Problem
Determine how many of the lines below hold the word "every". Give the number and nothing else.

BEGIN Dataset extract

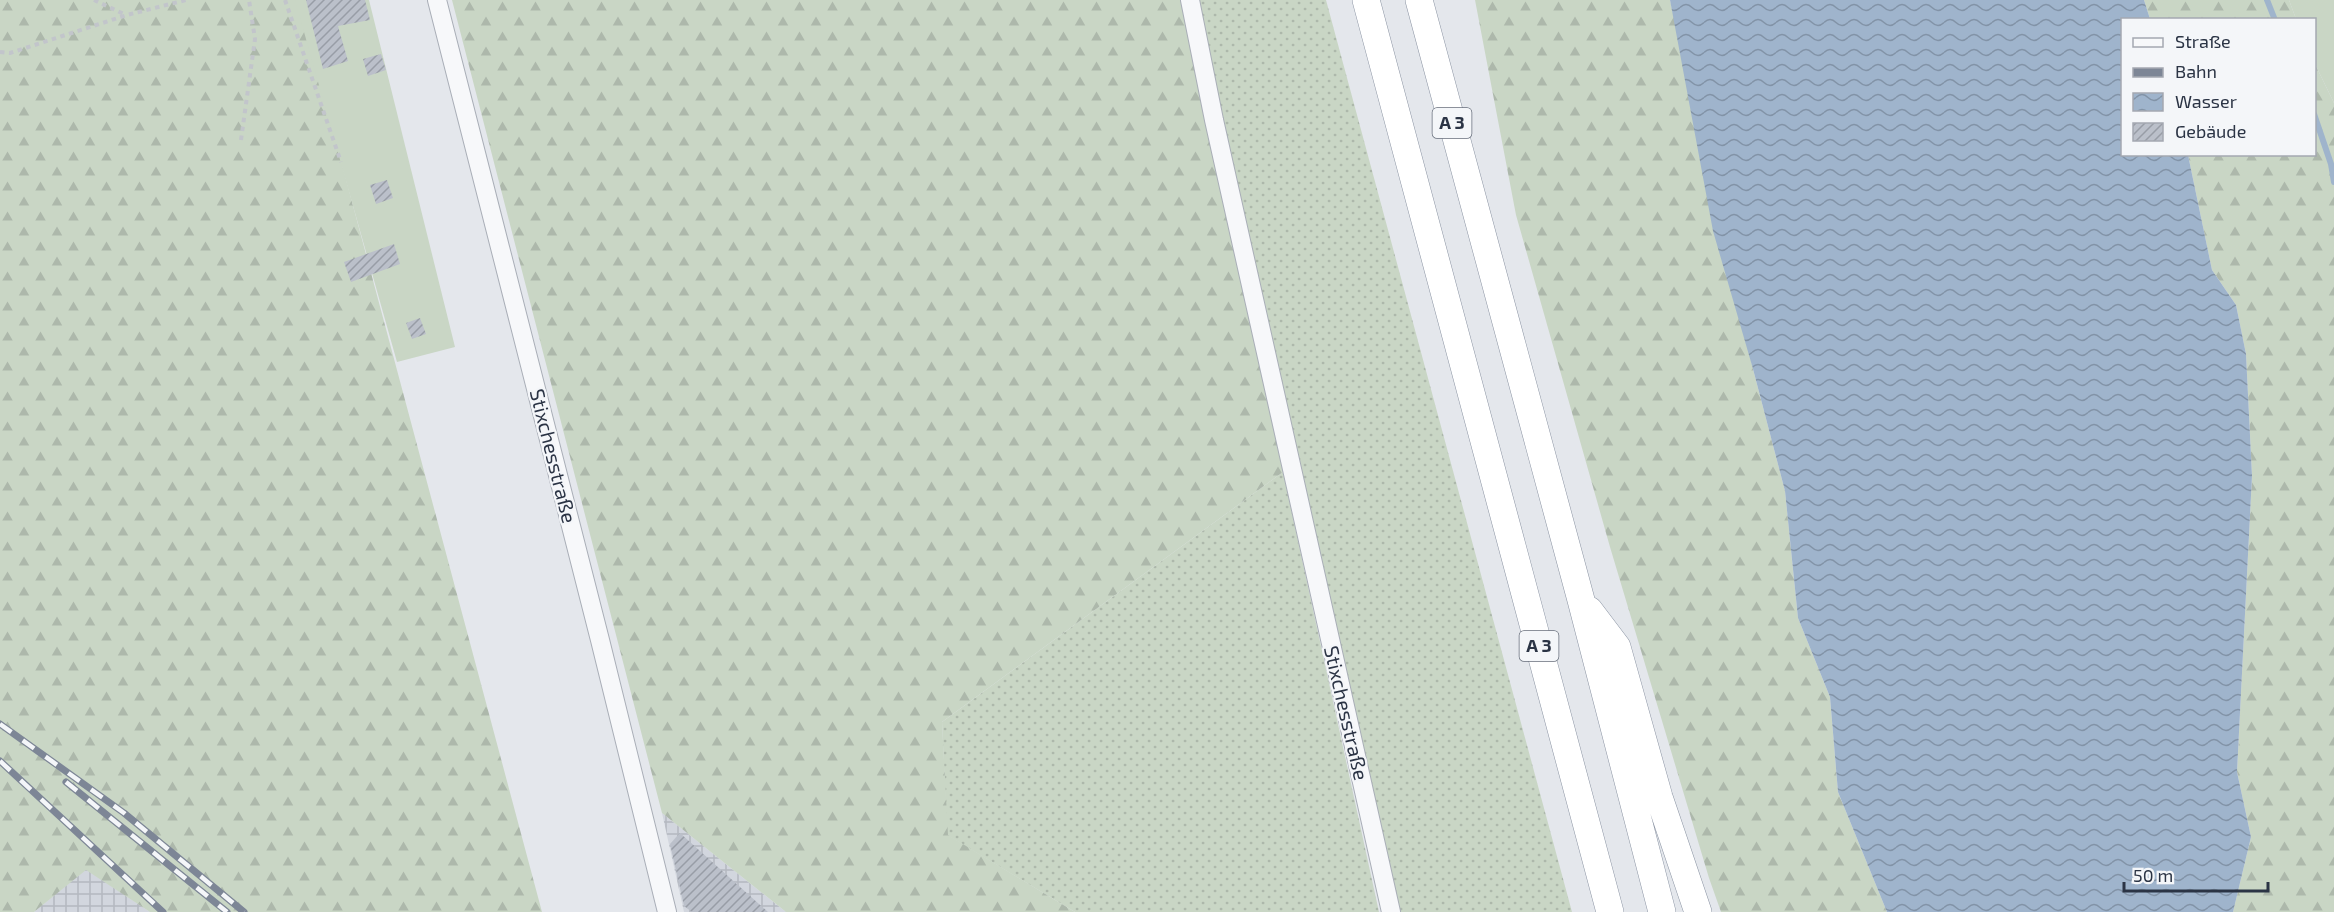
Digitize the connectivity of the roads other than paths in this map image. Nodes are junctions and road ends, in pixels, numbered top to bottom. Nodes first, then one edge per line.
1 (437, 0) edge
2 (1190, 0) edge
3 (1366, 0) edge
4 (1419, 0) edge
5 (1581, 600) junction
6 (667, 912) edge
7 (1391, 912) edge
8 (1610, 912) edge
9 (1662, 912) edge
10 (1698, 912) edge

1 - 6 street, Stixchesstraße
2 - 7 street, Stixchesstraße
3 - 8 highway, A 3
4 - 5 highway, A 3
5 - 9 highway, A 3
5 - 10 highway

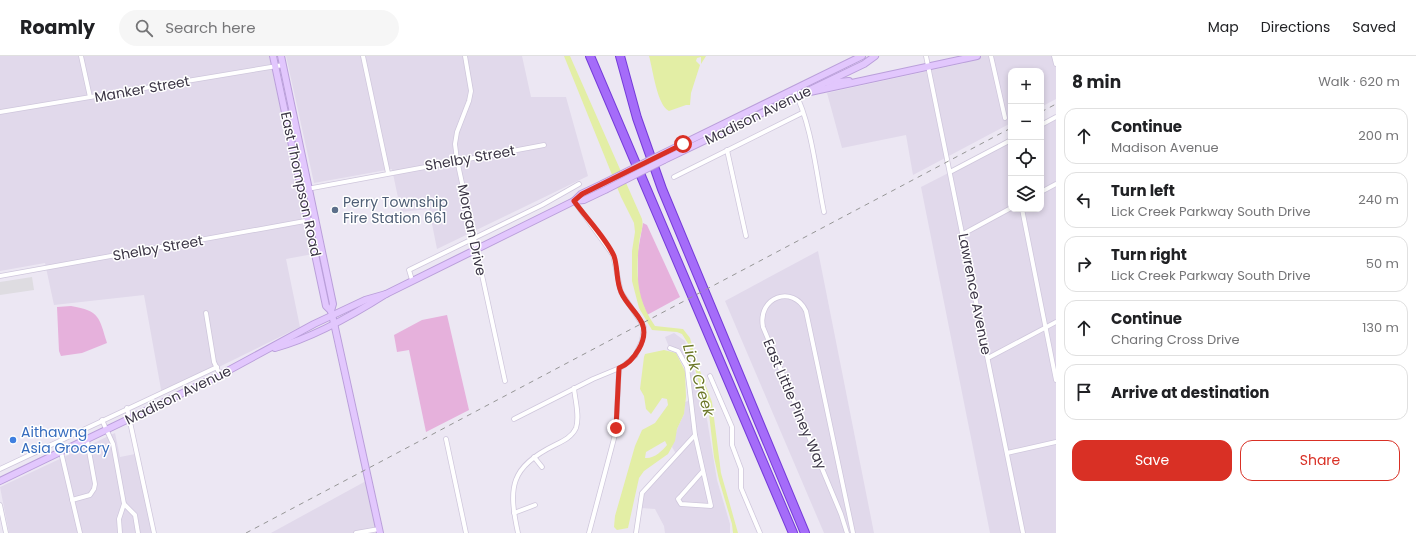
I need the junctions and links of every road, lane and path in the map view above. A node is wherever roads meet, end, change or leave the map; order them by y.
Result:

END Dataset extract
BEGIN Dataset extract

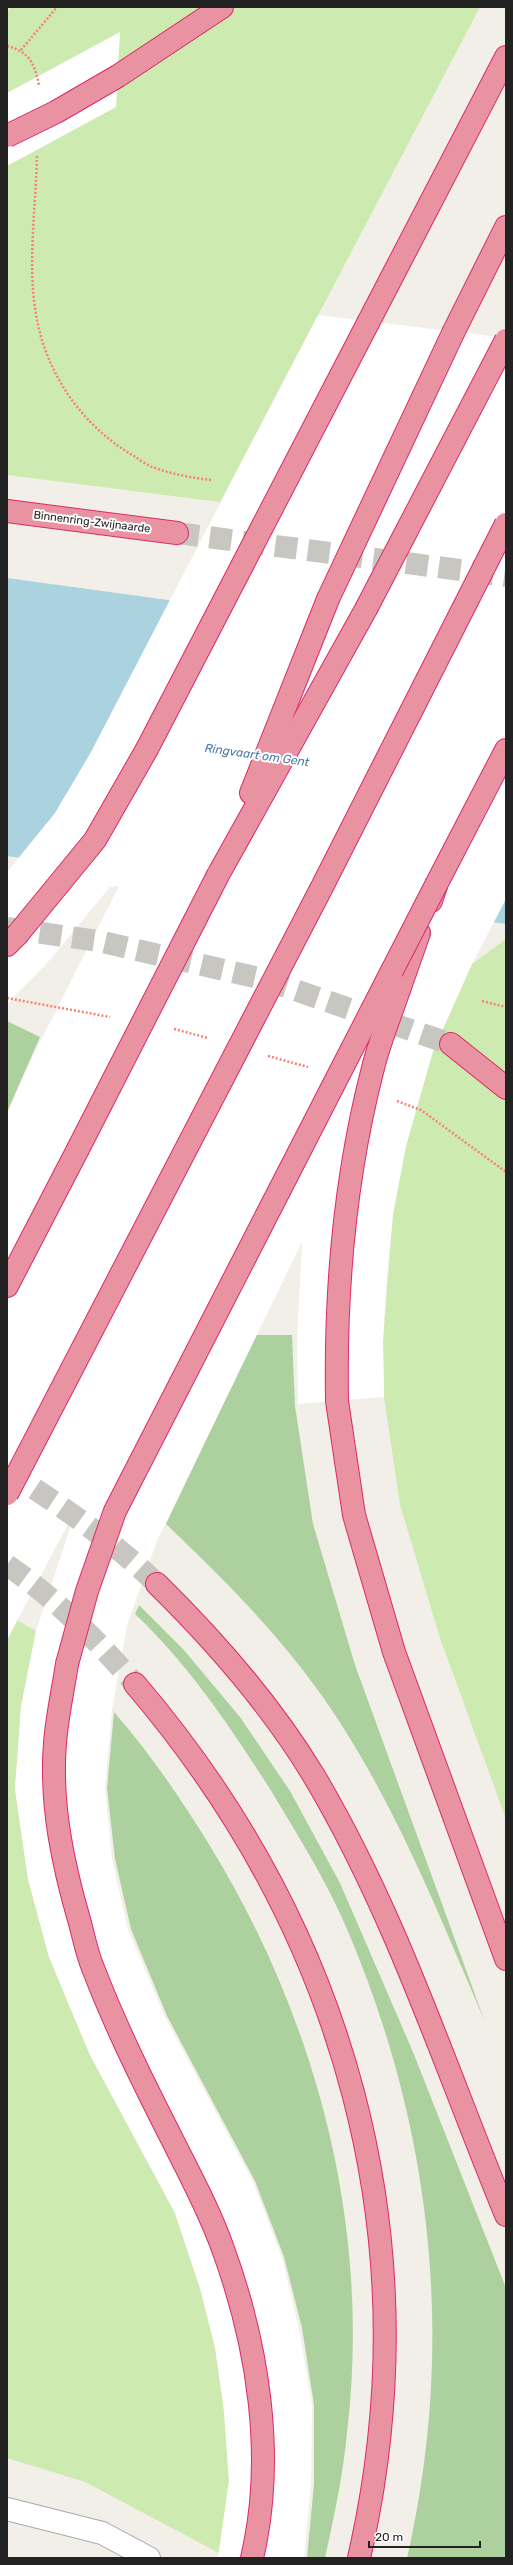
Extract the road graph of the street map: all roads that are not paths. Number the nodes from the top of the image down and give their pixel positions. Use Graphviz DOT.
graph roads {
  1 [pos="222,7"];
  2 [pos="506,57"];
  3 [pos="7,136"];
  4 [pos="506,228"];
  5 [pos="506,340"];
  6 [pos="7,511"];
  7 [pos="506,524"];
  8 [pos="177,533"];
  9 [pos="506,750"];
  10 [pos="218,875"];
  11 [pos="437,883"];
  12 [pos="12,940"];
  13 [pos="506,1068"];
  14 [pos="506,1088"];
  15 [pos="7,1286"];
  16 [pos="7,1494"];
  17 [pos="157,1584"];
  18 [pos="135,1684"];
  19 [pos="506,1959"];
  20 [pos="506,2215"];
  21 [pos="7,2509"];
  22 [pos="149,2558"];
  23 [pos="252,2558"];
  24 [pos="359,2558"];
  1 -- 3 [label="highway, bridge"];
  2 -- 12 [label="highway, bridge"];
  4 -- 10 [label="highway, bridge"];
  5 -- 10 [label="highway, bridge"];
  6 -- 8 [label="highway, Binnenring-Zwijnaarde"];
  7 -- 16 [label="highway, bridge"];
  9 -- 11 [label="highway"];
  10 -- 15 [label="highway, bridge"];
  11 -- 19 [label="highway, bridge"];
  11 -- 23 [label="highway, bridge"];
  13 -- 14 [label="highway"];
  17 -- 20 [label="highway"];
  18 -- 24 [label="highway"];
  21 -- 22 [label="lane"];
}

END Dataset extract
BEGIN Dataset extract

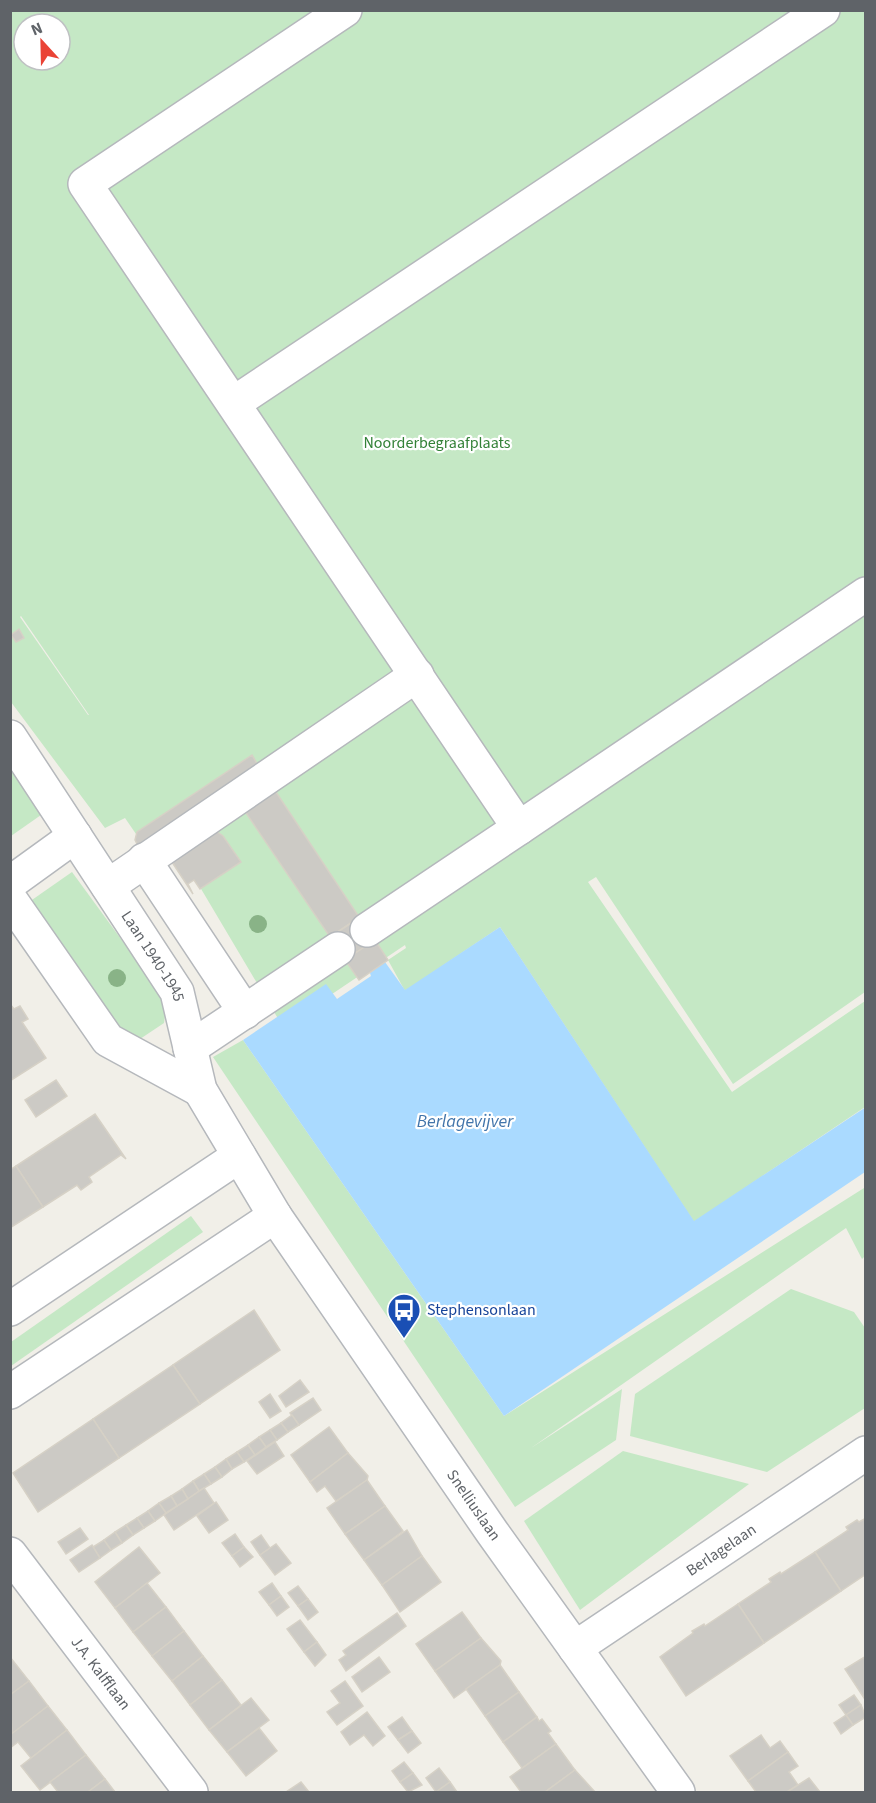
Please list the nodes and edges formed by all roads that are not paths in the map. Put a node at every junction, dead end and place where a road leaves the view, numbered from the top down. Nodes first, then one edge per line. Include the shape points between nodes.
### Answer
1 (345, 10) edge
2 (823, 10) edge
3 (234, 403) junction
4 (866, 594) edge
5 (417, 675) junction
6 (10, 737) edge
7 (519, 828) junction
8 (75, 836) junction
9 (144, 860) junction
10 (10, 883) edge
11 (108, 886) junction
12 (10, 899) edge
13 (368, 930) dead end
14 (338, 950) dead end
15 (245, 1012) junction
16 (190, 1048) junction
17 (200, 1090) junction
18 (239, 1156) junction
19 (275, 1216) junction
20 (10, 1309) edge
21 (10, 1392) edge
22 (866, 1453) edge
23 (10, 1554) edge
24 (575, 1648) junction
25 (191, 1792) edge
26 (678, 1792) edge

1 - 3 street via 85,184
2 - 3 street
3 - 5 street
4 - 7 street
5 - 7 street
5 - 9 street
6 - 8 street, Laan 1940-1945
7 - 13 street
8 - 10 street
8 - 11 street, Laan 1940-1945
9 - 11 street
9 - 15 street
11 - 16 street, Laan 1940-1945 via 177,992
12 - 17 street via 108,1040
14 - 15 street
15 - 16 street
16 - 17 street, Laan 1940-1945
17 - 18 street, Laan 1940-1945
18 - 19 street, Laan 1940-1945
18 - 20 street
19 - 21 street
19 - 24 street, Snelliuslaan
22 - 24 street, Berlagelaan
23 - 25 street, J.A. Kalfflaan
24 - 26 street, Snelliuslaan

END Dataset extract

Problem solution
2